Saved data entries
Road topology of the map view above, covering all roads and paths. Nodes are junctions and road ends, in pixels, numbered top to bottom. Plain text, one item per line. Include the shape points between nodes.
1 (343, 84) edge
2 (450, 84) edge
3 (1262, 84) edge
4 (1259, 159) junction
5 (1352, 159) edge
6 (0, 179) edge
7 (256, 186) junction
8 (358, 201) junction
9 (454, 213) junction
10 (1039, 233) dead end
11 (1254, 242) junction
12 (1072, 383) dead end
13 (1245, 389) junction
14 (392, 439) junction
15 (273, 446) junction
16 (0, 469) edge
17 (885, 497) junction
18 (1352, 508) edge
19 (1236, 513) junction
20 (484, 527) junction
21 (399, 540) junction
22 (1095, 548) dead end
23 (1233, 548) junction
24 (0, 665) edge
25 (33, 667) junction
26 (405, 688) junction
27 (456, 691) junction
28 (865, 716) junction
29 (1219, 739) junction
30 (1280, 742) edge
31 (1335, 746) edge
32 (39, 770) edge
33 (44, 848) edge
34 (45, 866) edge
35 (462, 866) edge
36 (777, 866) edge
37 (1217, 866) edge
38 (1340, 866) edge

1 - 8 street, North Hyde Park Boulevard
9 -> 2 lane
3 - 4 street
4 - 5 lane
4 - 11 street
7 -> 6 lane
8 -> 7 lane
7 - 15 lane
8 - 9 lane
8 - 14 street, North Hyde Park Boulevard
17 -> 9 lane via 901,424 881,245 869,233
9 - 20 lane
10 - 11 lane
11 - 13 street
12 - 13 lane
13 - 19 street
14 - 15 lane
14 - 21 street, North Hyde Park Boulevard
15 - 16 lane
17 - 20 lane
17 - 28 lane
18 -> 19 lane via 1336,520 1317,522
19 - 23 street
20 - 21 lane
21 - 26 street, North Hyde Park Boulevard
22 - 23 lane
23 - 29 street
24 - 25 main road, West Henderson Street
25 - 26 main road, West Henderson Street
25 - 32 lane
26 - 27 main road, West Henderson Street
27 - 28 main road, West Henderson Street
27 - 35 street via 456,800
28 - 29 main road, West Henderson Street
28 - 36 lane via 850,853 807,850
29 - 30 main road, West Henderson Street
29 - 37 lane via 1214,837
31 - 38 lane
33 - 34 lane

- [PROBLEM]:
Set the records above down again, exactly as they read.

- [EXERCISE SOLUTION]:
Road topology of the map view above, covering all roads and paths. Nodes are junctions and road ends, in pixels, numbered top to bottom. Plain text, one item per line. Include the shape points between nodes.
1 (343, 84) edge
2 (450, 84) edge
3 (1262, 84) edge
4 (1259, 159) junction
5 (1352, 159) edge
6 (0, 179) edge
7 (256, 186) junction
8 (358, 201) junction
9 (454, 213) junction
10 (1039, 233) dead end
11 (1254, 242) junction
12 (1072, 383) dead end
13 (1245, 389) junction
14 (392, 439) junction
15 (273, 446) junction
16 (0, 469) edge
17 (885, 497) junction
18 (1352, 508) edge
19 (1236, 513) junction
20 (484, 527) junction
21 (399, 540) junction
22 (1095, 548) dead end
23 (1233, 548) junction
24 (0, 665) edge
25 (33, 667) junction
26 (405, 688) junction
27 (456, 691) junction
28 (865, 716) junction
29 (1219, 739) junction
30 (1280, 742) edge
31 (1335, 746) edge
32 (39, 770) edge
33 (44, 848) edge
34 (45, 866) edge
35 (462, 866) edge
36 (777, 866) edge
37 (1217, 866) edge
38 (1340, 866) edge

1 - 8 street, North Hyde Park Boulevard
9 -> 2 lane
3 - 4 street
4 - 5 lane
4 - 11 street
7 -> 6 lane
8 -> 7 lane
7 - 15 lane
8 - 9 lane
8 - 14 street, North Hyde Park Boulevard
17 -> 9 lane via 901,424 881,245 869,233
9 - 20 lane
10 - 11 lane
11 - 13 street
12 - 13 lane
13 - 19 street
14 - 15 lane
14 - 21 street, North Hyde Park Boulevard
15 - 16 lane
17 - 20 lane
17 - 28 lane
18 -> 19 lane via 1336,520 1317,522
19 - 23 street
20 - 21 lane
21 - 26 street, North Hyde Park Boulevard
22 - 23 lane
23 - 29 street
24 - 25 main road, West Henderson Street
25 - 26 main road, West Henderson Street
25 - 32 lane
26 - 27 main road, West Henderson Street
27 - 28 main road, West Henderson Street
27 - 35 street via 456,800
28 - 29 main road, West Henderson Street
28 - 36 lane via 850,853 807,850
29 - 30 main road, West Henderson Street
29 - 37 lane via 1214,837
31 - 38 lane
33 - 34 lane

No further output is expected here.